Benedetto XVI a tavola con 120 leader delle religioni di tutto il mondo: cristiani, ebrei, musulmani, induisti. Appuntamento domenica 21 ottobre nel seminario di Capodimonte a Napoli. È la prima volta che Joseph Ratzinger incontra contemporaneamente i rappresentanti delle maggiori religioni del mondo. E da Napoli lancerà un messaggio: occorre “un’efficace pedagogia della pace, imperniata sull’amicizia, sull’accoglienza reciproca, sul dialogo tra uomini di diverse culture e religioni”.
La mattinata del 21 ottobre si aprirà con la messa in piazza del Plebiscito, a numero chiuso. Alla celebrazione assisterà anche una nutrita rappresentanza ecumenica: ci saranno, tra gli altri, Bartolomeo I, patriarca ortodosso di Costantinopoli, il metropolita Kirill, inviato del patriarca di Mosca Alessio II, e il primate della Chiesa anglicana Rowan Williams. Al termine della messa il pontefice saluterà oltre 300 leader e rappresentanti delle religioni del mondo, riuniti a Napoli per il Meeting uomini e religioni organizzato dalla comunità di Sant’Egidio.
Ancora un volta Ratzinger si prepara a stupire, senza timore di risultare politicamente scorretto. Da quando era prefetto della Congregazione per la dottrina del fede ribadisce che “l’unica vera religione sussiste nella Chiesa cattolica e apostolica”. Forte del richiamo all’identità e al ruolo della fede cattolica, ha indicato il dialogo con le altre religioni come una priorità del suo pontificato.
Una decisione di gran lunga anteriore ai malintesi seguiti al discorso di Ratisbona del 12 settembre 2006. Il paziente lavoro diplomatico del segretario di Stato Tarcisio Bertone e del “ministro degli Esteri” vaticano, Dominique Mamberti, ha recuperato una situazione che appariva compromessa dopo Ratisbona. E Benedetto XVI ha messo a punto, senza troppo clamore, la squadra incaricata di seguire il dialogo con le altre fedi.
Scorrendo l’elenco dei nomi le sorprese non mancano. Come responsabile del dialogo ecumenico, cioè con gli altri cristiani, ha voluto tenere accanto a sé un teologo tedesco che in passato aveva espresso posizioni discordanti con le sue: il cardinale Walter Kasper. Per il dialogo con le altre religioni invece ha richiamato in servizio un diplomatico di grande esperienza: il cardinale Jean-Louis Tauran.

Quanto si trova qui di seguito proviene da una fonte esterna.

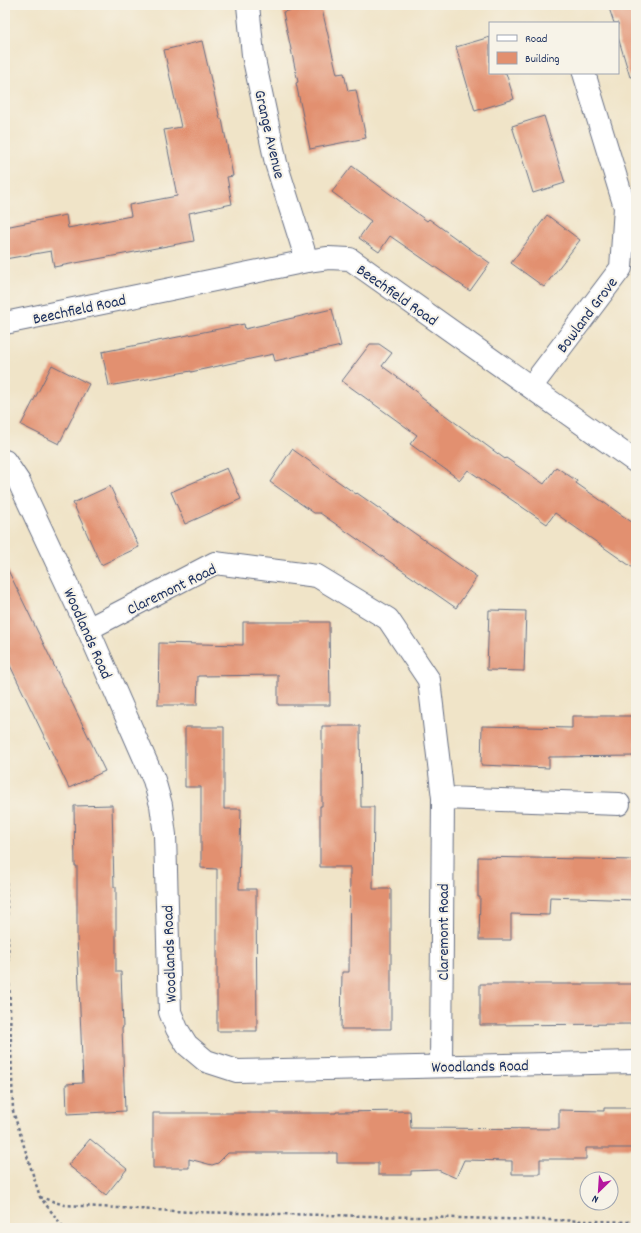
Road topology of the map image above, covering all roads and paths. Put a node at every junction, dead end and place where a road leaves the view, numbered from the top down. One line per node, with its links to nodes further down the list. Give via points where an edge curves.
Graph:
1 (248, 5): 3 (street, Grange Avenue, via 253,55 276,163)
2 (584, 74): 5 (street, Bowland Grove, via 625,208 621,268)
3 (307, 261): 4 (street, Beechfield Road); 5 (street, Beechfield Road, via 328,258 350,259)
4 (5, 324)
5 (531, 387): 7 (street, Beechfield Road)
6 (5, 461): 8 (street, Woodlands Road, via 19,482)
7 (636, 462)
8 (88, 629): 9 (street, Claremont Road, via 215,563 317,576 388,619 429,680); 13 (street, Woodlands Road, via 154,780 161,805 165,835 170,1012 187,1045 206,1061 237,1071)
9 (444, 798): 10 (street); 13 (street, Claremont Road)
10 (619, 804)
11 (5, 840): 14 (path, via 13,1111)
12 (636, 1062): 13 (street, Woodlands Road)
13 (441, 1066)
14 (40, 1197): 15 (path, via 64,1205 192,1212); 16 (path)
15 (636, 1222)
16 (63, 1228)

Alla Congregazione per le Chiese orientali, che sono il ponte tra cattolicesimo e ortodossia e l’avamposto cristiano nel mondo arabo, Ratzinger ha chiamato un altro diplomatico di lungo corso, l’argentino Leonardo Sandri, che sarà promosso cardinale il 24 novembre.
Sul fronte asiatico, area cruciale per i rapporti con i musulmani e con le grandi religioni orientali, il Papa ha voluto l’ex arcivescovo di Bombay, anch’egli di formazione diplomatica, il cardinale Ivan Dias. Molto impegnato nel dialogo con le altre religioni è pure il cardinale Renato Martino, presidente del Consiglio giustizia e pace.

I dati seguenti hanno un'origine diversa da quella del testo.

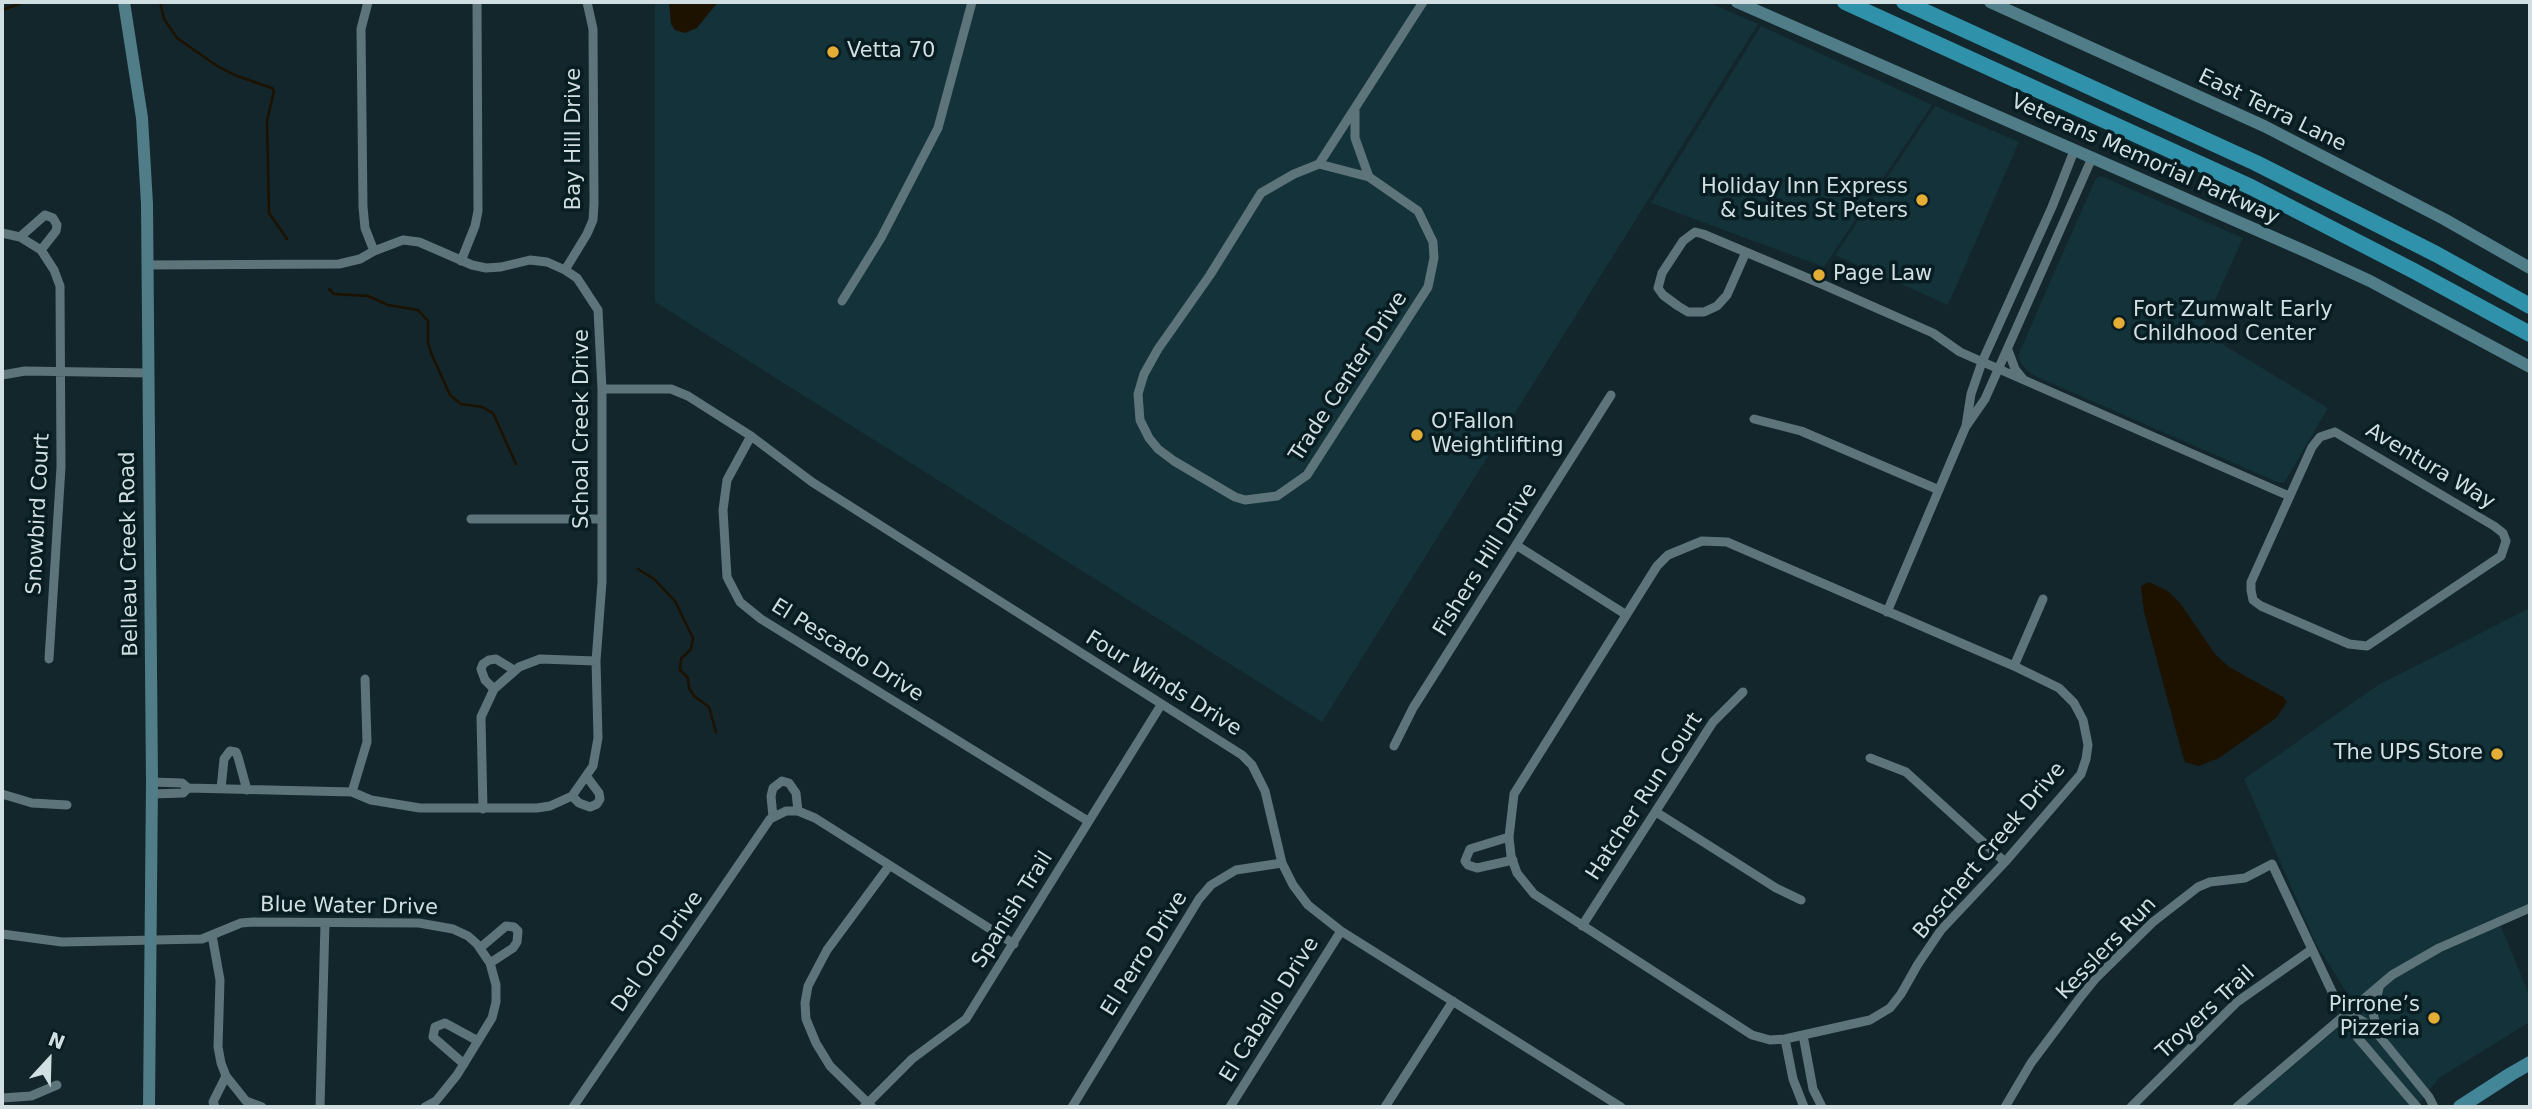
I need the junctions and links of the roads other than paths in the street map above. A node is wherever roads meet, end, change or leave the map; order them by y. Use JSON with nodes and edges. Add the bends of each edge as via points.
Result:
{"nodes":[{"id":1,"x":368,"y":2,"type":"edge"},
{"id":2,"x":477,"y":2,"type":"edge"},
{"id":3,"x":587,"y":2,"type":"edge"},
{"id":4,"x":972,"y":2,"type":"edge"},
{"id":5,"x":1423,"y":2,"type":"edge"},
{"id":6,"x":1737,"y":2,"type":"edge"},
{"id":7,"x":1845,"y":2,"type":"edge"},
{"id":8,"x":1904,"y":2,"type":"edge"},
{"id":9,"x":1990,"y":2,"type":"edge"},
{"id":10,"x":125,"y":4,"type":"edge"},
{"id":11,"x":1355,"y":108,"type":"junction"},
{"id":12,"x":2074,"y":151,"type":"junction"},
{"id":13,"x":2092,"y":158,"type":"junction"},
{"id":14,"x":1319,"y":164,"type":"junction"},
{"id":15,"x":1369,"y":177,"type":"junction"},
{"id":16,"x":2,"y":233,"type":"edge"},
{"id":17,"x":20,"y":237,"type":"junction"},
{"id":18,"x":41,"y":250,"type":"junction"},
{"id":19,"x":374,"y":251,"type":"junction"},
{"id":20,"x":1746,"y":252,"type":"junction"},
{"id":21,"x":461,"y":261,"type":"junction"},
{"id":22,"x":147,"y":265,"type":"junction"},
{"id":23,"x":2530,"y":268,"type":"edge"},
{"id":24,"x":565,"y":270,"type":"junction"},
{"id":25,"x":842,"y":301,"type":"dead end"},
{"id":26,"x":2530,"y":306,"type":"edge"},
{"id":27,"x":2530,"y":334,"type":"edge"},
{"id":28,"x":2008,"y":351,"type":"junction"},
{"id":29,"x":1982,"y":362,"type":"junction"},
{"id":30,"x":2530,"y":367,"type":"edge"},
{"id":31,"x":2000,"y":369,"type":"junction"},
{"id":32,"x":61,"y":371,"type":"junction"},
{"id":33,"x":148,"y":373,"type":"junction"},
{"id":34,"x":2,"y":375,"type":"edge"},
{"id":35,"x":2024,"y":380,"type":"junction"},
{"id":36,"x":601,"y":389,"type":"junction"},
{"id":37,"x":1611,"y":395,"type":"dead end"},
{"id":38,"x":1754,"y":419,"type":"dead end"},
{"id":39,"x":1966,"y":426,"type":"junction"},
{"id":40,"x":751,"y":436,"type":"junction"},
{"id":41,"x":1939,"y":490,"type":"junction"},
{"id":42,"x":2290,"y":496,"type":"junction"},
{"id":43,"x":600,"y":519,"type":"junction"},
{"id":44,"x":471,"y":520,"type":"dead end"},
{"id":45,"x":1516,"y":545,"type":"junction"},
{"id":46,"x":2043,"y":599,"type":"dead end"},
{"id":47,"x":1887,"y":612,"type":"junction"},
{"id":48,"x":1625,"y":614,"type":"junction"},
{"id":49,"x":49,"y":659,"type":"dead end"},
{"id":50,"x":596,"y":661,"type":"junction"},
{"id":51,"x":2014,"y":667,"type":"junction"},
{"id":52,"x":514,"y":670,"type":"junction"},
{"id":53,"x":365,"y":679,"type":"dead end"},
{"id":54,"x":494,"y":689,"type":"junction"},
{"id":55,"x":1743,"y":692,"type":"dead end"},
{"id":56,"x":1161,"y":705,"type":"junction"},
{"id":57,"x":1394,"y":746,"type":"dead end"},
{"id":58,"x":1870,"y":758,"type":"dead end"},
{"id":59,"x":587,"y":777,"type":"junction"},
{"id":60,"x":152,"y":788,"type":"junction"},
{"id":61,"x":221,"y":789,"type":"junction"},
{"id":62,"x":247,"y":790,"type":"junction"},
{"id":63,"x":352,"y":792,"type":"junction"},
{"id":64,"x":2,"y":794,"type":"edge"},
{"id":65,"x":572,"y":796,"type":"junction"},
{"id":66,"x":67,"y":805,"type":"dead end"},
{"id":67,"x":483,"y":809,"type":"junction"},
{"id":68,"x":798,"y":811,"type":"junction"},
{"id":69,"x":1656,"y":812,"type":"junction"},
{"id":70,"x":773,"y":817,"type":"junction"},
{"id":71,"x":1088,"y":821,"type":"junction"},
{"id":72,"x":1509,"y":837,"type":"junction"},
{"id":73,"x":1513,"y":860,"type":"junction"},
{"id":74,"x":2005,"y":862,"type":"junction"},
{"id":75,"x":1282,"y":863,"type":"junction"},
{"id":76,"x":889,"y":866,"type":"junction"},
{"id":77,"x":1801,"y":900,"type":"dead end"},
{"id":78,"x":2530,"y":908,"type":"edge"},
{"id":79,"x":325,"y":923,"type":"junction"},
{"id":80,"x":1583,"y":926,"type":"junction"},
{"id":81,"x":1341,"y":930,"type":"junction"},
{"id":82,"x":2,"y":934,"type":"edge"},
{"id":83,"x":212,"y":935,"type":"junction"},
{"id":84,"x":150,"y":938,"type":"junction"},
{"id":85,"x":1014,"y":944,"type":"junction"},
{"id":86,"x":480,"y":948,"type":"junction"},
{"id":87,"x":2311,"y":950,"type":"junction"},
{"id":88,"x":490,"y":963,"type":"junction"},
{"id":89,"x":2381,"y":984,"type":"junction"},
{"id":90,"x":1453,"y":1001,"type":"junction"},
{"id":91,"x":2349,"y":1013,"type":"junction"},
{"id":92,"x":2378,"y":1034,"type":"junction"},
{"id":93,"x":1803,"y":1035,"type":"junction"},
{"id":94,"x":1785,"y":1040,"type":"junction"},
{"id":95,"x":478,"y":1041,"type":"junction"},
{"id":96,"x":464,"y":1063,"type":"junction"},
{"id":97,"x":2530,"y":1063,"type":"edge"},
{"id":98,"x":226,"y":1076,"type":"junction"},
{"id":99,"x":57,"y":1085,"type":"dead end"},
{"id":100,"x":2,"y":1098,"type":"edge"},
{"id":101,"x":243,"y":1104,"type":"edge"},
{"id":102,"x":868,"y":1106,"type":"edge"},
{"id":103,"x":149,"y":1107,"type":"edge"},
{"id":104,"x":215,"y":1107,"type":"edge"},
{"id":105,"x":262,"y":1107,"type":"edge"},
{"id":106,"x":320,"y":1107,"type":"edge"},
{"id":107,"x":425,"y":1107,"type":"edge"},
{"id":108,"x":573,"y":1107,"type":"edge"},
{"id":109,"x":1072,"y":1107,"type":"edge"},
{"id":110,"x":1230,"y":1107,"type":"edge"},
{"id":111,"x":1385,"y":1107,"type":"edge"},
{"id":112,"x":1621,"y":1107,"type":"edge"},
{"id":113,"x":1804,"y":1107,"type":"edge"},
{"id":114,"x":1822,"y":1107,"type":"edge"},
{"id":115,"x":2005,"y":1107,"type":"edge"},
{"id":116,"x":2131,"y":1107,"type":"edge"},
{"id":117,"x":2237,"y":1107,"type":"edge"},
{"id":118,"x":2417,"y":1107,"type":"edge"},
{"id":119,"x":2434,"y":1107,"type":"edge"},
{"id":120,"x":2460,"y":1107,"type":"edge"}],
"edges":[{"from":1,"to":19,"type":"street","via":[[361,29],[363,207]]},
{"from":2,"to":21,"type":"street","via":[[478,211]]},
{"from":3,"to":24,"type":"street","name":"Bay Hill Drive","via":[[593,29],[593,212]]},
{"from":4,"to":25,"type":"street","via":[[937,128],[881,238]]},
{"from":5,"to":11,"type":"street"},
{"from":6,"to":12,"type":"street","name":"Veterans Memorial Parkway"},
{"from":7,"to":27,"type":"highway","via":[[2220,173]]},
{"from":8,"to":26,"type":"highway","via":[[2256,163]]},
{"from":9,"to":23,"type":"street","name":"East Terra Lane","via":[[2264,126]]},
{"from":10,"to":22,"type":"street","name":"Belleau Creek Road","via":[[142,118]]},
{"from":11,"to":14,"type":"street"},
{"from":11,"to":15,"type":"street","via":[[1355,138]]},
{"from":12,"to":13,"type":"street","name":"Veterans Memorial Parkway"},
{"from":12,"to":29,"type":"street"},
{"from":13,"to":28,"type":"street"},
{"from":13,"to":30,"type":"street","name":"Veterans Memorial Parkway","via":[[2370,281]]},
{"from":14,"to":15,"type":"street","name":"Trade Center Drive"},
{"from":14,"to":15,"type":"street","name":"Trade Center Drive","via":[[1261,193],[1158,349],[1138,394],[1140,420],[1158,449],[1245,500],[1277,496],[1307,475],[1428,286],[1434,258],[1426,223],[1418,211]]},
{"from":16,"to":17,"type":"street"},
{"from":17,"to":18,"type":"street"},
{"from":17,"to":18,"type":"street","via":[[45,215],[53,218],[56,231]]},
{"from":18,"to":32,"type":"street","name":"Snowbird Court","via":[[60,286]]},
{"from":19,"to":21,"type":"street","via":[[404,240]]},
{"from":19,"to":22,"type":"street","via":[[339,264]]},
{"from":20,"to":20,"type":"street","via":[[1695,232],[1683,241],[1662,273],[1658,288],[1688,312],[1704,312],[1727,295]]},
{"from":20,"to":29,"type":"street","via":[[1933,332]]},
{"from":21,"to":24,"type":"street","via":[[486,268],[530,260]]},
{"from":22,"to":33,"type":"street","name":"Belleau Creek Road"},
{"from":24,"to":36,"type":"street","name":"Schoal Creek Drive","via":[[582,285],[598,310]]},
{"from":28,"to":31,"type":"street"},
{"from":28,"to":35,"type":"street"},
{"from":29,"to":31,"type":"street"},
{"from":29,"to":39,"type":"street"},
{"from":31,"to":35,"type":"street"},
{"from":31,"to":39,"type":"street"},
{"from":32,"to":33,"type":"street"},
{"from":32,"to":34,"type":"street"},
{"from":32,"to":49,"type":"street","name":"Snowbird Court","via":[[61,467]]},
{"from":33,"to":60,"type":"street","name":"Belleau Creek Road"},
{"from":35,"to":42,"type":"street"},
{"from":36,"to":40,"type":"street","name":"Four Winds Drive","via":[[671,390]]},
{"from":36,"to":43,"type":"street","name":"Schoal Creek Drive"},
{"from":37,"to":45,"type":"street","name":"Fishers Hill Drive"},
{"from":38,"to":41,"type":"street","via":[[1801,431]]},
{"from":39,"to":41,"type":"street"},
{"from":40,"to":56,"type":"street","name":"Four Winds Drive","via":[[812,482]]},
{"from":40,"to":71,"type":"street","name":"El Pescado Drive","via":[[727,480],[723,510],[727,577],[740,602]]},
{"from":41,"to":47,"type":"street"},
{"from":42,"to":42,"type":"street","name":"Aventura Way","via":[[2251,582],[2253,600],[2348,644],[2367,646],[2501,556],[2505,548],[2503,533],[2494,526],[2335,432],[2320,437],[2312,447]]},
{"from":43,"to":44,"type":"street"},
{"from":43,"to":50,"type":"street","name":"Schoal Creek Drive","via":[[602,582]]},
{"from":45,"to":48,"type":"street"},
{"from":45,"to":57,"type":"street","name":"Fishers Hill Drive"},
{"from":46,"to":51,"type":"street"},
{"from":47,"to":48,"type":"street","name":"Boschert Creek Drive","via":[[1727,542],[1702,541],[1668,555]]},
{"from":47,"to":51,"type":"street","name":"Boschert Creek Drive"},
{"from":48,"to":72,"type":"street","name":"Boschert Creek Drive","via":[[1514,794]]},
{"from":50,"to":52,"type":"street","via":[[540,659]]},
{"from":50,"to":59,"type":"street","name":"Schoal Creek Drive","via":[[598,738]]},
{"from":51,"to":74,"type":"street","name":"Boschert Creek Drive","via":[[2059,688],[2074,703],[2088,745],[2081,774]]},
{"from":52,"to":54,"type":"street"},
{"from":52,"to":54,"type":"street","via":[[496,659],[483,664],[485,680]]},
{"from":53,"to":63,"type":"street","via":[[367,742]]},
{"from":54,"to":67,"type":"street","via":[[481,717]]},
{"from":55,"to":69,"type":"street","name":"Hatcher Run Court","via":[[1713,722]]},
{"from":56,"to":71,"type":"street","name":"Spanish Trail"},
{"from":56,"to":75,"type":"street","name":"Four Winds Drive","via":[[1252,765],[1265,791]]},
{"from":58,"to":74,"type":"street","via":[[1906,772]]},
{"from":59,"to":65,"type":"street","name":"Schoal Creek Drive"},
{"from":59,"to":65,"type":"street","via":[[598,793],[597,804],[590,807]]},
{"from":60,"to":61,"type":"street","via":[[182,783],[188,788]]},
{"from":60,"to":84,"type":"street","name":"Belleau Creek Road"},
{"from":61,"to":62,"type":"street"},
{"from":61,"to":62,"type":"street","via":[[223,759],[230,751],[236,752]]},
{"from":62,"to":63,"type":"street"},
{"from":63,"to":67,"type":"street","via":[[410,807]]},
{"from":64,"to":66,"type":"street","via":[[32,803]]},
{"from":65,"to":67,"type":"street","via":[[537,808]]},
{"from":68,"to":70,"type":"street"},
{"from":68,"to":70,"type":"street","name":"Del Oro Drive","via":[[796,793],[782,781],[773,788]]},
{"from":68,"to":76,"type":"street"},
{"from":69,"to":77,"type":"street"},
{"from":69,"to":80,"type":"street","name":"Hatcher Run Court"},
{"from":70,"to":108,"type":"street","name":"Del Oro Drive"},
{"from":71,"to":85,"type":"street","name":"Spanish Trail"},
{"from":72,"to":73,"type":"street","name":"Boschert Creek Drive"},
{"from":72,"to":73,"type":"street","via":[[1470,849],[1465,861],[1477,867]]},
{"from":73,"to":80,"type":"street","name":"Boschert Creek Drive","via":[[1534,894]]},
{"from":74,"to":93,"type":"street","name":"Boschert Creek Drive","via":[[1941,930],[1890,1008],[1870,1020]]},
{"from":75,"to":81,"type":"street","name":"Four Winds Drive","via":[[1308,905]]},
{"from":75,"to":109,"type":"street","name":"El Perro Drive","via":[[1236,870],[1199,898]]},
{"from":76,"to":85,"type":"street"},
{"from":76,"to":102,"type":"street","via":[[827,950],[808,986],[805,1003],[806,1019],[830,1066]]},
{"from":78,"to":89,"type":"street","via":[[2411,962]]},
{"from":79,"to":83,"type":"street","name":"Blue Water Drive","via":[[241,923]]},
{"from":79,"to":86,"type":"street","name":"Blue Water Drive","via":[[435,924],[468,936]]},
{"from":79,"to":106,"type":"street"},
{"from":80,"to":94,"type":"street","name":"Boschert Creek Drive","via":[[1736,1026],[1752,1035]]},
{"from":81,"to":90,"type":"street","name":"Four Winds Drive"},
{"from":81,"to":110,"type":"street","name":"El Caballo Drive"},
{"from":82,"to":84,"type":"street","name":"Blue Water Drive","via":[[62,942]]},
{"from":83,"to":84,"type":"street","name":"Blue Water Drive"},
{"from":83,"to":98,"type":"street","via":[[220,980],[218,1047]]},
{"from":84,"to":103,"type":"street","name":"Belleau Creek Road"},
{"from":85,"to":102,"type":"street","name":"Spanish Trail","via":[[966,1019],[912,1059]]},
{"from":86,"to":88,"type":"street","name":"Blue Water Drive"},
{"from":86,"to":88,"type":"street","via":[[506,926],[518,931],[513,948]]},
{"from":87,"to":91,"type":"street","via":[[2334,996]]},
{"from":87,"to":115,"type":"street","name":"Kesslers Run","via":[[2272,864],[2245,878],[2198,887],[2153,922],[2096,978],[2031,1063]]},
{"from":87,"to":116,"type":"street","name":"Troyers Trail","via":[[2237,1002]]},
{"from":88,"to":95,"type":"street","name":"Blue Water Drive","via":[[496,1002]]},
{"from":89,"to":91,"type":"street"},
{"from":89,"to":92,"type":"street","via":[[2373,1012]]},
{"from":90,"to":111,"type":"street"},
{"from":90,"to":112,"type":"street","name":"Four Winds Drive"},
{"from":91,"to":92,"type":"street"},
{"from":91,"to":117,"type":"street"},
{"from":91,"to":118,"type":"street","via":[[2357,1037]]},
{"from":92,"to":119,"type":"street"},
{"from":93,"to":94,"type":"street","name":"Boschert Creek Drive"},
{"from":93,"to":114,"type":"street","via":[[1813,1089]]},
{"from":94,"to":113,"type":"street"},
{"from":95,"to":96,"type":"street","name":"Blue Water Drive"},
{"from":95,"to":96,"type":"street","via":[[445,1023],[435,1027],[433,1037]]},
{"from":96,"to":107,"type":"street","name":"Blue Water Drive","via":[[447,1091]]},
{"from":97,"to":120,"type":"main road"},
{"from":98,"to":101,"type":"street"},
{"from":98,"to":104,"type":"street"},
{"from":99,"to":100,"type":"street","via":[[31,1096]]},
{"from":101,"to":105,"type":"street"}]}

Il principale obiettivo di Benedetto XVI è ricucire lo strappo con il mondo ortodosso dopo 1.000 anni di divisioni. Per questo ha rilanciato la commissione mista per il dialogo tra Chiesa cattolica e ortodossa, composta da teologi al massimo livello che in questi giorni è riunita a Ravenna per discutere sul primato del vescovo di Roma. Nel frattempo il Papa ha incaricato il presidente dei vescovi europei, il cardinale ungherese Péter Erdo, di organizzare insieme con i patriarcati di Mosca e di Costantinopoli un simposio internazionale, in programma nella seconda metà del 2008, sulla crisi dei valori morali in Europa.
L’ultimo tassello della strategia di Ratzinger per riavvicinare l’ortodossia è stata la nomina del nuovo arcivescovo di Mosca: l’italiano Paolo Pezzi al posto del bielorusso di origine polacca, Tadeusz Kondrusiewicz. Era un segnale che Alessio II aspettava da tempo.